§ Stored data
◆ ◆ ◆

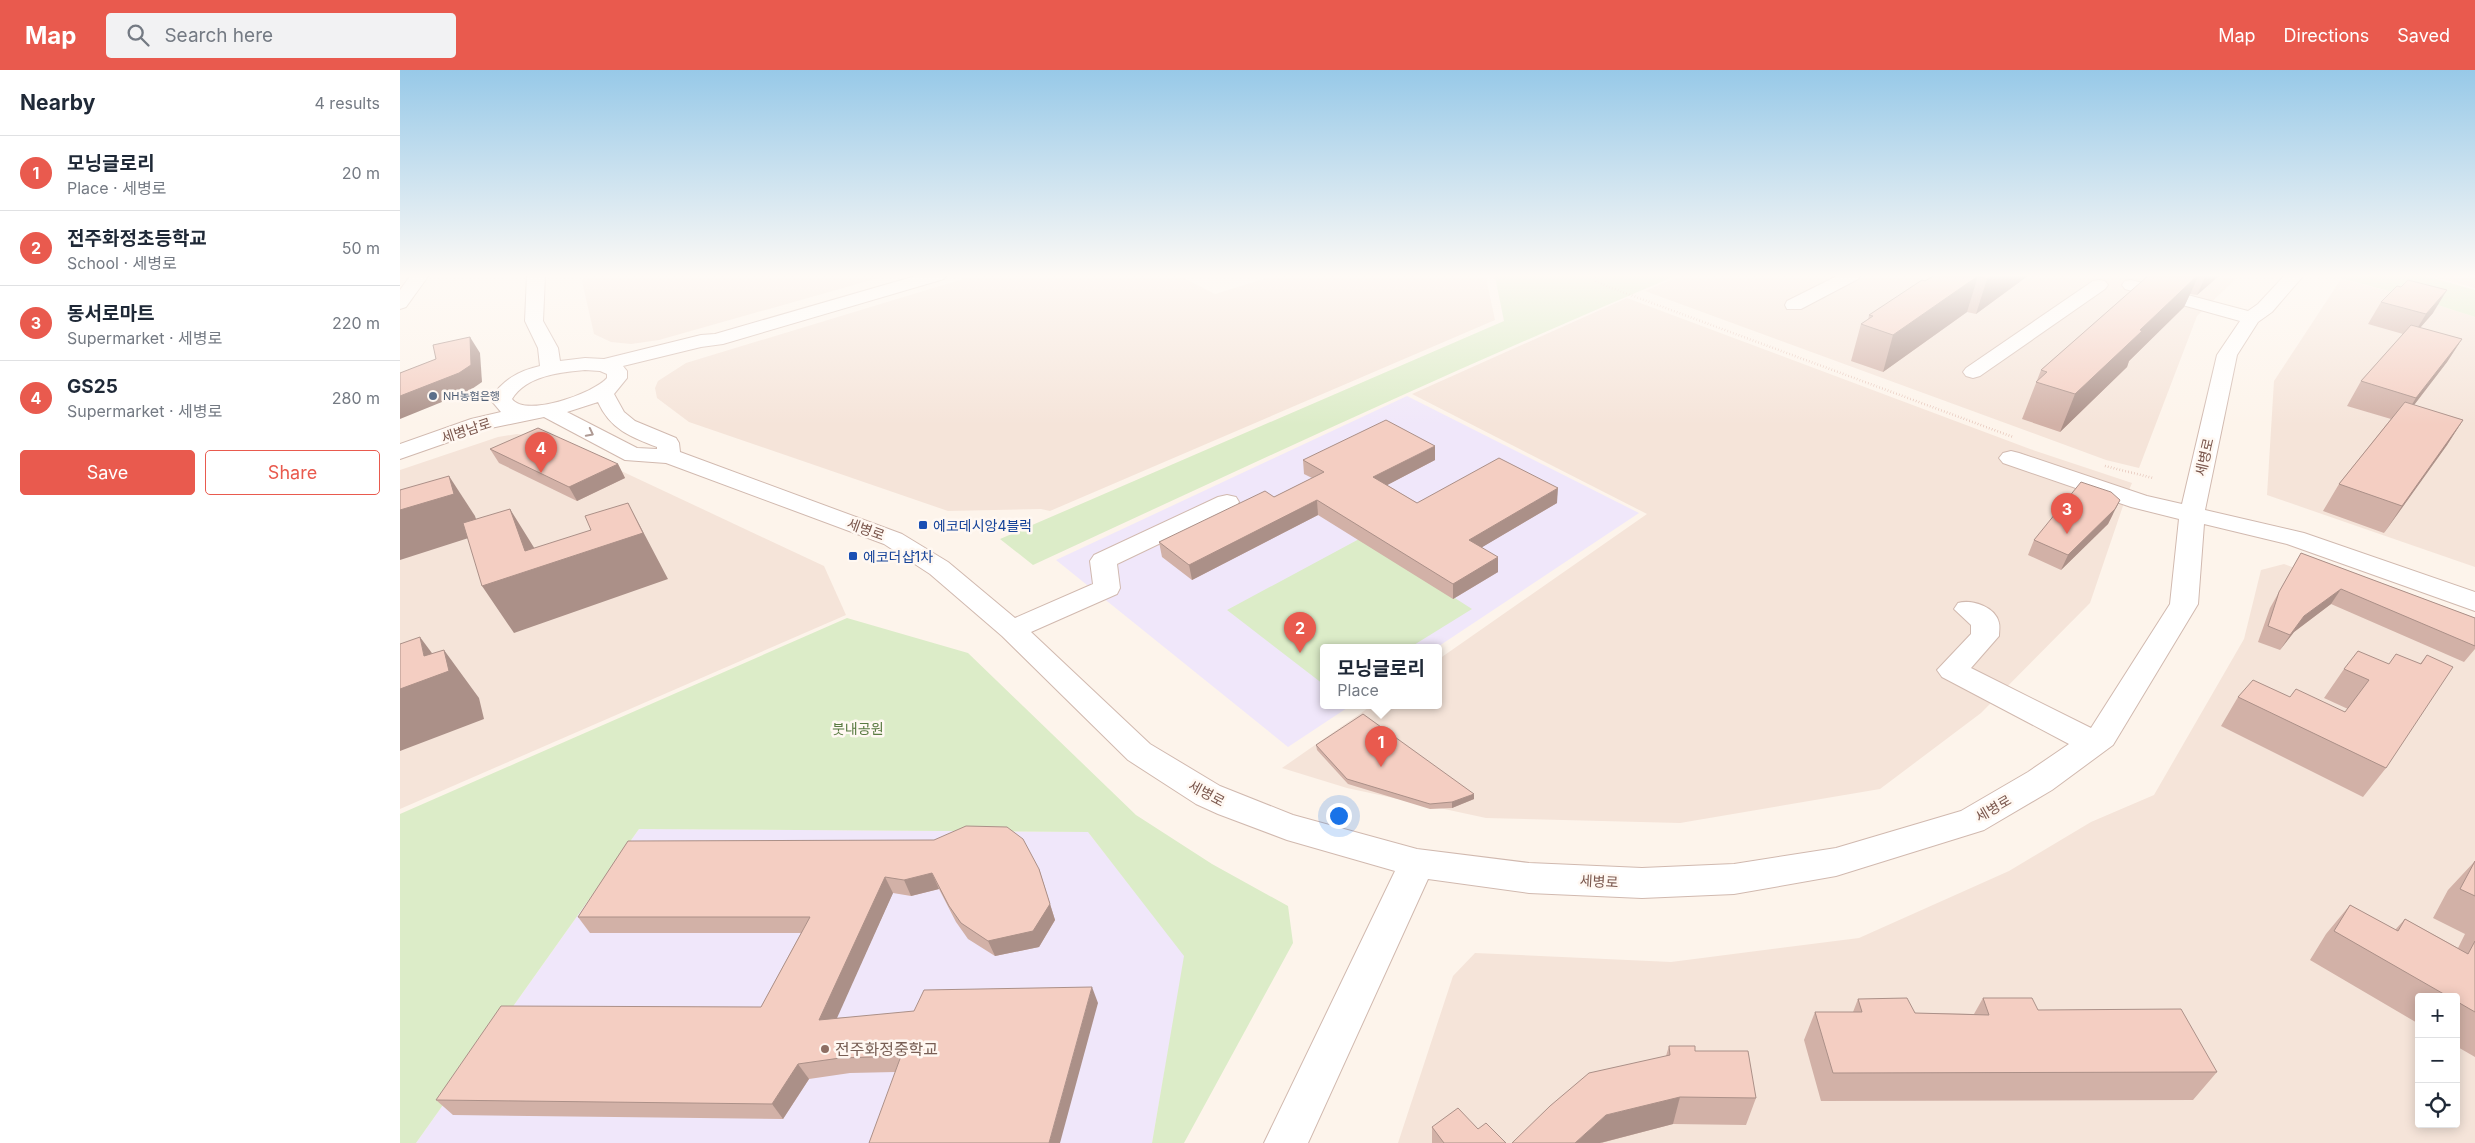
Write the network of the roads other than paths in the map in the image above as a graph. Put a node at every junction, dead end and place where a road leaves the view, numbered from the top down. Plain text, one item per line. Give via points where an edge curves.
1 (536, 325) edge
2 (767, 325) edge
3 (2034, 325) edge
4 (2247, 325) edge
5 (551, 369) junction
6 (1973, 372) dead end
7 (608, 378) junction
8 (503, 393) junction
9 (540, 411) junction
10 (400, 435) edge
11 (2016, 449) road end
12 (400, 452) edge
13 (669, 456) junction
14 (1227, 502) dead end
15 (2192, 514) junction
16 (2475, 602) edge
17 (1968, 609) dead end
18 (1012, 630) junction
19 (2093, 743) junction
20 (1417, 863) junction
21 (1286, 1143) edge

1 - 5 street via 548,348
2 - 7 street, 세병로
3 - 6 street
4 - 15 street, 세병로 via 2228,355
5 - 7 street via 585,364
5 - 8 street via 522,380
7 - 9 street, 세병로 via 571,405
7 - 13 street via 614,413 626,426 668,443
8 - 9 street, 세병로 via 502,405 509,409
8 - 10 street, 세병남로
9 - 12 street, 세병남로 via 479,424
9 -> 13 street, 세병로 via 633,455
11 - 15 street via 2140,502
13 - 18 street, 세병로 via 893,539 939,568
14 - 18 street via 1104,561 1107,588
15 - 16 street via 2295,538
15 - 19 street, 세병로 via 2184,604 2102,737
17 - 19 street via 1985,622 1985,636 1952,670
18 - 20 street, 세병로 via 1139,752 1208,795 1287,827
19 - 20 street, 세병로 via 2040,781 1972,821 1836,862 1734,879 1642,883 1529,878
20 - 21 street

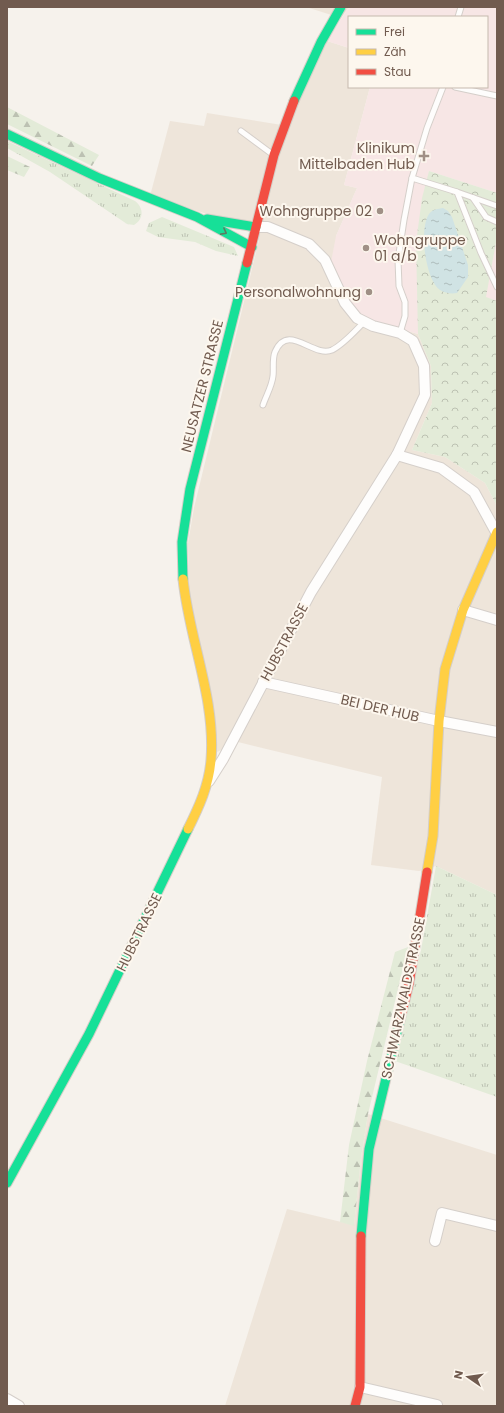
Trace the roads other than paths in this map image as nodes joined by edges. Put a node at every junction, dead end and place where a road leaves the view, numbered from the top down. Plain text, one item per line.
1 (341, 7) edge
2 (443, 88) edge
3 (460, 88) edge
4 (497, 96) edge
5 (241, 131) dead end
6 (7, 134) edge
7 (274, 155) junction
8 (412, 178) junction
9 (457, 192) junction
10 (473, 198) junction
11 (497, 206) edge
12 (196, 217) junction
13 (497, 222) edge
14 (256, 227) junction
15 (252, 247) junction
16 (497, 287) edge
17 (364, 322) junction
18 (400, 333) junction
19 (263, 405) dead end
20 (398, 455) junction
21 (497, 532) edge
22 (463, 610) junction
23 (497, 620) edge
24 (262, 682) junction
25 (440, 722) junction
26 (497, 732) edge
27 (206, 786) junction
28 (7, 1183) edge
29 (497, 1226) edge
30 (435, 1241) dead end
31 (360, 1387) junction
32 (7, 1399) edge
33 (437, 1405) dead end
34 (19, 1406) edge
35 (355, 1406) edge

1 - 7 main road, NEUSATZER STRASSE
2 - 8 lane
3 - 4 lane
5 - 7 lane
6 - 12 main road, HUBSTRASSE
7 - 14 main road, NEUSATZER STRASSE
8 - 9 lane
8 - 18 lane
9 - 10 lane
9 - 16 lane
10 - 11 lane
10 - 13 lane
12 - 14 main road, HUBSTRASSE
12 -> 15 main road, HUBSTRASSE
14 - 15 main road, NEUSATZER STRASSE
14 - 17 street, HUBSTRASSE
15 - 27 main road, NEUSATZER STRASSE
17 - 18 street, HUBSTRASSE
17 - 19 lane
18 - 20 street, HUBSTRASSE
20 - 21 street
20 - 24 street, HUBSTRASSE
21 - 22 main road, SCHWARZWALDSTRASSE
22 - 23 street
22 - 25 main road, SCHWARZWALDSTRASSE
24 - 25 street, BEI DER HUB
24 - 27 street, HUBSTRASSE
25 - 26 street, BEI DER HUB
25 - 31 main road, SCHWARZWALDSTRASSE
27 - 28 main road, HUBSTRASSE
29 - 30 street
31 - 33 street
31 - 35 main road, SCHWARZWALDSTRASSE
32 - 34 street

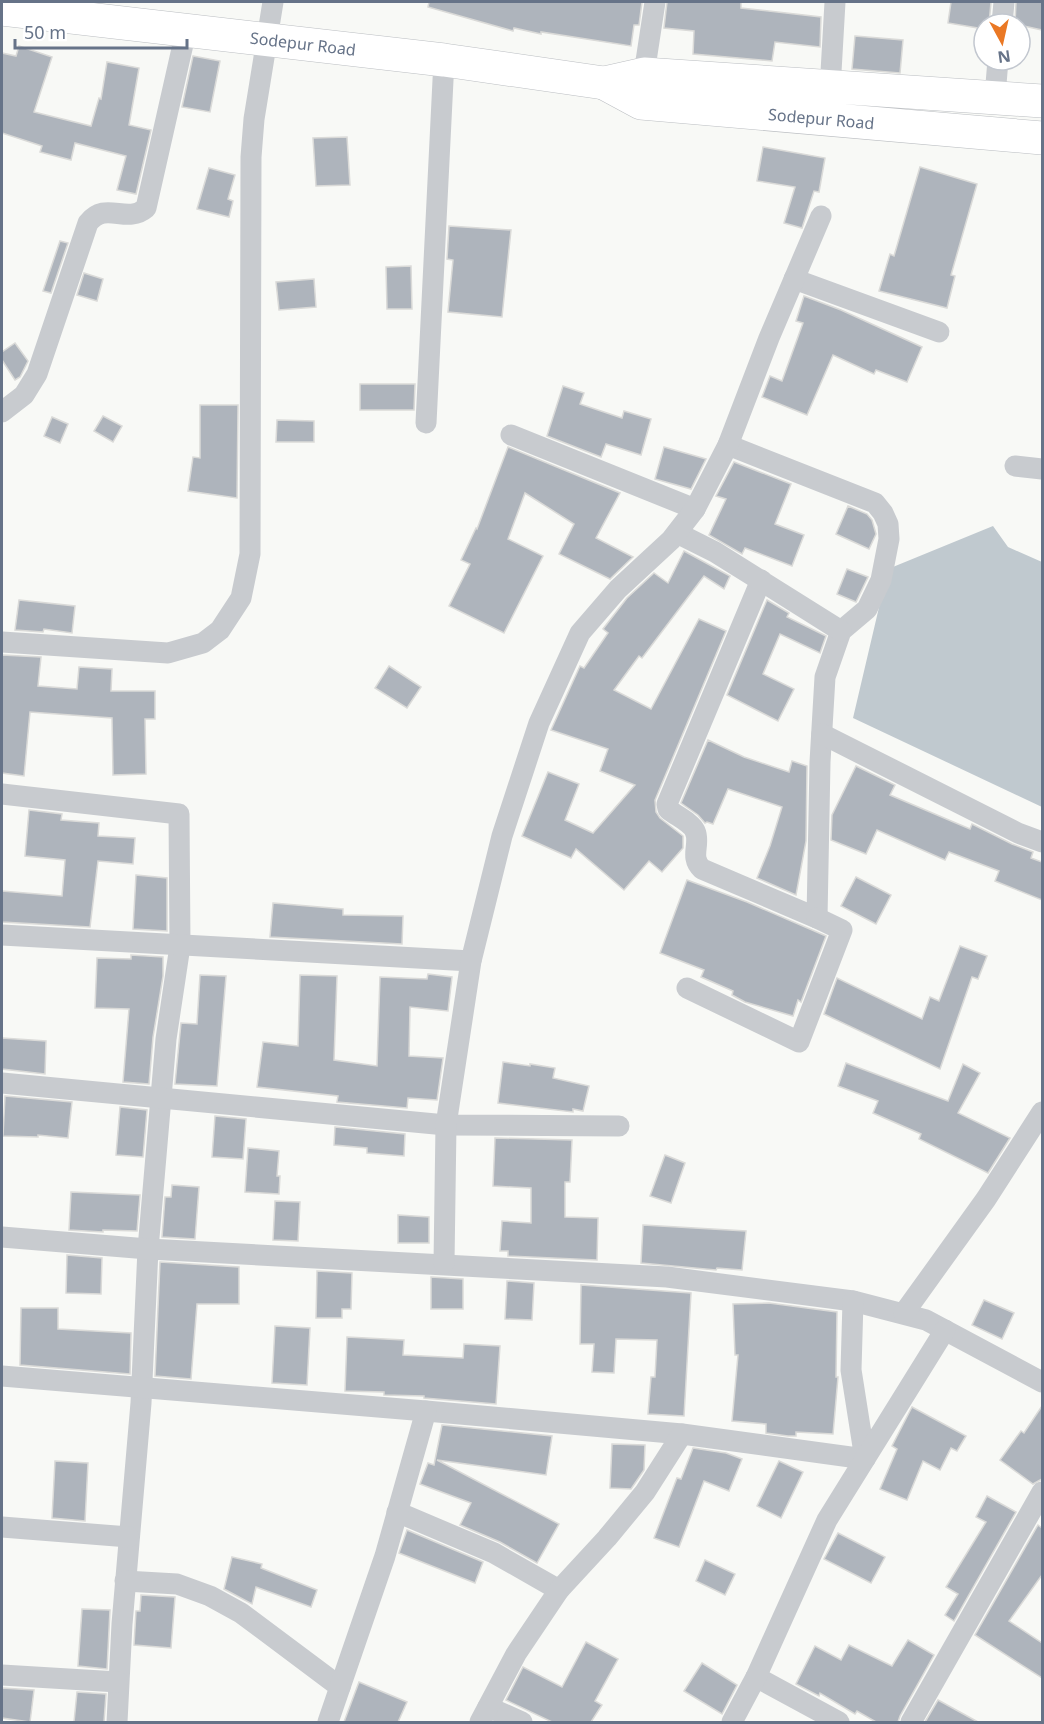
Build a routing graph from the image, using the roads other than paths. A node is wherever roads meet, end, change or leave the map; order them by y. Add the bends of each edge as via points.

◆ ◆ ◆

§ How to complete this task
Where a picture appears in the material above, skip it, and print the rest exactly.

§ Solution
Write the network of the roads other than paths in the map in the image above as a graph. Put a node at every junction, dead end and place where a road leaves the view, numbered from the top down. Plain text, one item per line. Give via points where an edge curves.
1 (536, 325) edge
2 (767, 325) edge
3 (2034, 325) edge
4 (2247, 325) edge
5 (551, 369) junction
6 (1973, 372) dead end
7 (608, 378) junction
8 (503, 393) junction
9 (540, 411) junction
10 (400, 435) edge
11 (2016, 449) road end
12 (400, 452) edge
13 (669, 456) junction
14 (1227, 502) dead end
15 (2192, 514) junction
16 (2475, 602) edge
17 (1968, 609) dead end
18 (1012, 630) junction
19 (2093, 743) junction
20 (1417, 863) junction
21 (1286, 1143) edge

1 - 5 street via 548,348
2 - 7 street, 세병로
3 - 6 street
4 - 15 street, 세병로 via 2228,355
5 - 7 street via 585,364
5 - 8 street via 522,380
7 - 9 street, 세병로 via 571,405
7 - 13 street via 614,413 626,426 668,443
8 - 9 street, 세병로 via 502,405 509,409
8 - 10 street, 세병남로
9 - 12 street, 세병남로 via 479,424
9 -> 13 street, 세병로 via 633,455
11 - 15 street via 2140,502
13 - 18 street, 세병로 via 893,539 939,568
14 - 18 street via 1104,561 1107,588
15 - 16 street via 2295,538
15 - 19 street, 세병로 via 2184,604 2102,737
17 - 19 street via 1985,622 1985,636 1952,670
18 - 20 street, 세병로 via 1139,752 1208,795 1287,827
19 - 20 street, 세병로 via 2040,781 1972,821 1836,862 1734,879 1642,883 1529,878
20 - 21 street

Trace the roads other than paths in this map image as nodes joined by edges. Put a node at every junction, dead end and place where a road leaves the view, numbered from the top down. Plain text, one item per line.
1 (341, 7) edge
2 (443, 88) edge
3 (460, 88) edge
4 (497, 96) edge
5 (241, 131) dead end
6 (7, 134) edge
7 (274, 155) junction
8 (412, 178) junction
9 (457, 192) junction
10 (473, 198) junction
11 (497, 206) edge
12 (196, 217) junction
13 (497, 222) edge
14 (256, 227) junction
15 (252, 247) junction
16 (497, 287) edge
17 (364, 322) junction
18 (400, 333) junction
19 (263, 405) dead end
20 (398, 455) junction
21 (497, 532) edge
22 (463, 610) junction
23 (497, 620) edge
24 (262, 682) junction
25 (440, 722) junction
26 (497, 732) edge
27 (206, 786) junction
28 (7, 1183) edge
29 (497, 1226) edge
30 (435, 1241) dead end
31 (360, 1387) junction
32 (7, 1399) edge
33 (437, 1405) dead end
34 (19, 1406) edge
35 (355, 1406) edge

1 - 7 main road, NEUSATZER STRASSE
2 - 8 lane
3 - 4 lane
5 - 7 lane
6 - 12 main road, HUBSTRASSE
7 - 14 main road, NEUSATZER STRASSE
8 - 9 lane
8 - 18 lane
9 - 10 lane
9 - 16 lane
10 - 11 lane
10 - 13 lane
12 - 14 main road, HUBSTRASSE
12 -> 15 main road, HUBSTRASSE
14 - 15 main road, NEUSATZER STRASSE
14 - 17 street, HUBSTRASSE
15 - 27 main road, NEUSATZER STRASSE
17 - 18 street, HUBSTRASSE
17 - 19 lane
18 - 20 street, HUBSTRASSE
20 - 21 street
20 - 24 street, HUBSTRASSE
21 - 22 main road, SCHWARZWALDSTRASSE
22 - 23 street
22 - 25 main road, SCHWARZWALDSTRASSE
24 - 25 street, BEI DER HUB
24 - 27 street, HUBSTRASSE
25 - 26 street, BEI DER HUB
25 - 31 main road, SCHWARZWALDSTRASSE
27 - 28 main road, HUBSTRASSE
29 - 30 street
31 - 33 street
31 - 35 main road, SCHWARZWALDSTRASSE
32 - 34 street

Build a routing graph from the image, using the roads other than paths. A node is wherever roads meet, end, change or leave the map; order them by y. Add the bends of each edge as via points.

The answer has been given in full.